| You are literally building what I’ve been slowly working towards on my own. This seems like a very good sign. Multiple simultaneous discovery is a common occurrence in the sciences. The hard part is that those who donate their space have authority over that space. It’s the Byzantine fault tolerance problem: imagine if 4chan donated their space, then started serving CSAM instead of the expected data. You can use hashes to verify integrity, but then the question becomes who gets to decide which hashes are ok. And hashing makes it impossible to edit large files, which is a frequent occurrence in LLM work. You’re constantly tweaking your datasets and spitting out new blobs. Direct answer: yes, you’re doing good work, and you should keep doing it. I would personally use this for storing books3 transformations. The other hard part is that you’ll want at least some redundancy — see 6.824 distributed systems, or the GFS paper.
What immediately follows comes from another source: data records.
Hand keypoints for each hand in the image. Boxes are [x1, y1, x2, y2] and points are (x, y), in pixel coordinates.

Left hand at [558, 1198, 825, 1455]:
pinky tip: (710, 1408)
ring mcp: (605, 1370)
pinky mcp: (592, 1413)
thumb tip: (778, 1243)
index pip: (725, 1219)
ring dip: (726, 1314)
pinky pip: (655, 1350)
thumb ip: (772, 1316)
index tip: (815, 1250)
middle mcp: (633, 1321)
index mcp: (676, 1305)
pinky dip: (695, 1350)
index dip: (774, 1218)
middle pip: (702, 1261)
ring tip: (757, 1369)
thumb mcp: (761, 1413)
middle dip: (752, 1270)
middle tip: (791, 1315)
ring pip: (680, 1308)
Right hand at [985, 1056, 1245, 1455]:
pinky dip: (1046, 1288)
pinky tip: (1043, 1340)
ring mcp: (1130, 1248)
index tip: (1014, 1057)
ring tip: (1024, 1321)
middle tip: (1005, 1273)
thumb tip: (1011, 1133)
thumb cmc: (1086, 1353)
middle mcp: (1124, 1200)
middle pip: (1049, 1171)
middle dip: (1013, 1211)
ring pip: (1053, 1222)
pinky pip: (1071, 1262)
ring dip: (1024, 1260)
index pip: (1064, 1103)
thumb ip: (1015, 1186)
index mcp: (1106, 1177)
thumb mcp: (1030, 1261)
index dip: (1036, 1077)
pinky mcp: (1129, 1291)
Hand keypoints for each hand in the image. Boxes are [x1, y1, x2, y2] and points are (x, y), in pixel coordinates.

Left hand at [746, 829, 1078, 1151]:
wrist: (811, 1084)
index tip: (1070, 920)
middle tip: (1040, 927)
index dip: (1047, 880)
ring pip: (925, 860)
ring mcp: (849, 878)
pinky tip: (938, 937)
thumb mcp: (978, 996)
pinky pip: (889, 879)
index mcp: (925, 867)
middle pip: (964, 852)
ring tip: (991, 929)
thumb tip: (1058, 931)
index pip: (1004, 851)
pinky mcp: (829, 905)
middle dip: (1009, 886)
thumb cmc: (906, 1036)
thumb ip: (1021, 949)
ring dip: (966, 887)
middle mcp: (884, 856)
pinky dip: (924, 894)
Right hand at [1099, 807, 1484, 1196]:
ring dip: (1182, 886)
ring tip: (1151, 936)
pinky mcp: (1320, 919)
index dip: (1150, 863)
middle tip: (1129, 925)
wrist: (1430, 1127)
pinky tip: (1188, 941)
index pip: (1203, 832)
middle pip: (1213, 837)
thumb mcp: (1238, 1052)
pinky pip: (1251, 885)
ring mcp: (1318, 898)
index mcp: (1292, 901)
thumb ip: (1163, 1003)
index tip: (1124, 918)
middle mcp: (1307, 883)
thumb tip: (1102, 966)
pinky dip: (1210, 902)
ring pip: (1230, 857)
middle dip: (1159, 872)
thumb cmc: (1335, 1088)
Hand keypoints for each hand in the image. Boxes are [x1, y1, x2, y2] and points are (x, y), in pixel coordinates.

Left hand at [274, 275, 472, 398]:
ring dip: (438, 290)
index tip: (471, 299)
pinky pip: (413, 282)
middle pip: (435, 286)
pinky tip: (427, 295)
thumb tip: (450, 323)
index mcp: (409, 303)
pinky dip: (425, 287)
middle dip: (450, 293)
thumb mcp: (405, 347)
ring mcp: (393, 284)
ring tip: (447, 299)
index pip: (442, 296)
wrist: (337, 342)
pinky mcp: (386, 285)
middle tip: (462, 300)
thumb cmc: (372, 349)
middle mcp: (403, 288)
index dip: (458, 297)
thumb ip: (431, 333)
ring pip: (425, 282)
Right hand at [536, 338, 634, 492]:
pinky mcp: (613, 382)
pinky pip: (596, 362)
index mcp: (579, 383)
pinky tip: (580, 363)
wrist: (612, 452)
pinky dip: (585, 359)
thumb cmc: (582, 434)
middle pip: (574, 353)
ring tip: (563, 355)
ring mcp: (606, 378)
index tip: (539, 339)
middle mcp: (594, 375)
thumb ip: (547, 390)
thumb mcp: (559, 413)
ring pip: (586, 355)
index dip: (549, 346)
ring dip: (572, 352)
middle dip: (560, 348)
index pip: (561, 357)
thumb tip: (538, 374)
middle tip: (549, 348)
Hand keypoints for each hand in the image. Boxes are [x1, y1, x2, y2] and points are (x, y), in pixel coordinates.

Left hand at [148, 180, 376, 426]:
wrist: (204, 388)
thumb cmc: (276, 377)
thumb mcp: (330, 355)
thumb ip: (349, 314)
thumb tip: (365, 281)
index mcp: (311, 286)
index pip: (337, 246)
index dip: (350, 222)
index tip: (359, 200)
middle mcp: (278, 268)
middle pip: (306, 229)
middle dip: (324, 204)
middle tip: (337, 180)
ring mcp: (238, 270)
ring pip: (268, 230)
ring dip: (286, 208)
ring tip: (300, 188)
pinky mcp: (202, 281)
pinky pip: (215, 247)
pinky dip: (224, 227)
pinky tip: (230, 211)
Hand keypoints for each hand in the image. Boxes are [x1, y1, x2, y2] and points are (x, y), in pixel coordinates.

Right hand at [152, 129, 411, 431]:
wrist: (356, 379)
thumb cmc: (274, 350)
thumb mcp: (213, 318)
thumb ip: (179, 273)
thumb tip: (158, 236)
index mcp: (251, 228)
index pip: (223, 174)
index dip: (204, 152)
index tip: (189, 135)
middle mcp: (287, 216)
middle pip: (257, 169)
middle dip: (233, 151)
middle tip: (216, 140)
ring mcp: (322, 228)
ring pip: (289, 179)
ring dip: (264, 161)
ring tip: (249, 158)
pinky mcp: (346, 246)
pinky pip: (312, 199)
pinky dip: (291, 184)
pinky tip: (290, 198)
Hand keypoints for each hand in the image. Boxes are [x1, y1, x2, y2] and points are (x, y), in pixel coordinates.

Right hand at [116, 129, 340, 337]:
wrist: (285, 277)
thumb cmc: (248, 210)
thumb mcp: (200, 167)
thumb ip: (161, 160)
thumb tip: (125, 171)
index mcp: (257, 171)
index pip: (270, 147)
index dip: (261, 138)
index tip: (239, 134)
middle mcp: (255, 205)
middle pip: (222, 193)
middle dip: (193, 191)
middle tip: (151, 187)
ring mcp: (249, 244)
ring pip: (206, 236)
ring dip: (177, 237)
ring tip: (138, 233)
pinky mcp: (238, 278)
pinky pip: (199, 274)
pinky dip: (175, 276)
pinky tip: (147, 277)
It’s why I’ve been implementing Raft and toying with some kind of distributed consensus without a blockchain. (Such consensus is still possible if the researchers were granted authority over what can be stored — which is the whole reason people are donating their disk space in the first place.) Another issue is sudden bandwidth loss. Data storage is one part of it. The other half is rapid transfer. By replicating the data, you can pull it from multiple replicas at once (I.e. there are more seeders). This also protects against someone suddenly getting throttled, or just having a power outage. The protocol should prioritize donors with high bandwidth over vast storage space. Feel free to DM me on Twitter if you’d like to toss around some design ideas more seriously, and thank you for trying to build this. |
If you're doing this in bittorrent then you might want a client that's configured to optimize for a different goal than most torrent clients.
Potential goals, somewhat conflicting:
A) keep data with a low mirroring degree available. either this needs to be centrally coordinated or some sort of randomized algorithm where clients pick underseeded torrents but not everyone picks the same
B) bandwidth matching. to not consume more resources than are provided a client maybe should only download 1 piece of data for every N times it uploaded any piece. This is much less greedy than what you'd have in a normal torrent client but ensures that caches themselves don't take up much bandwidth compared to users who actually want to download something. Otherwise a misconfigured cache (e.g. behind NAT) could accidentally always download data without ever giving much back.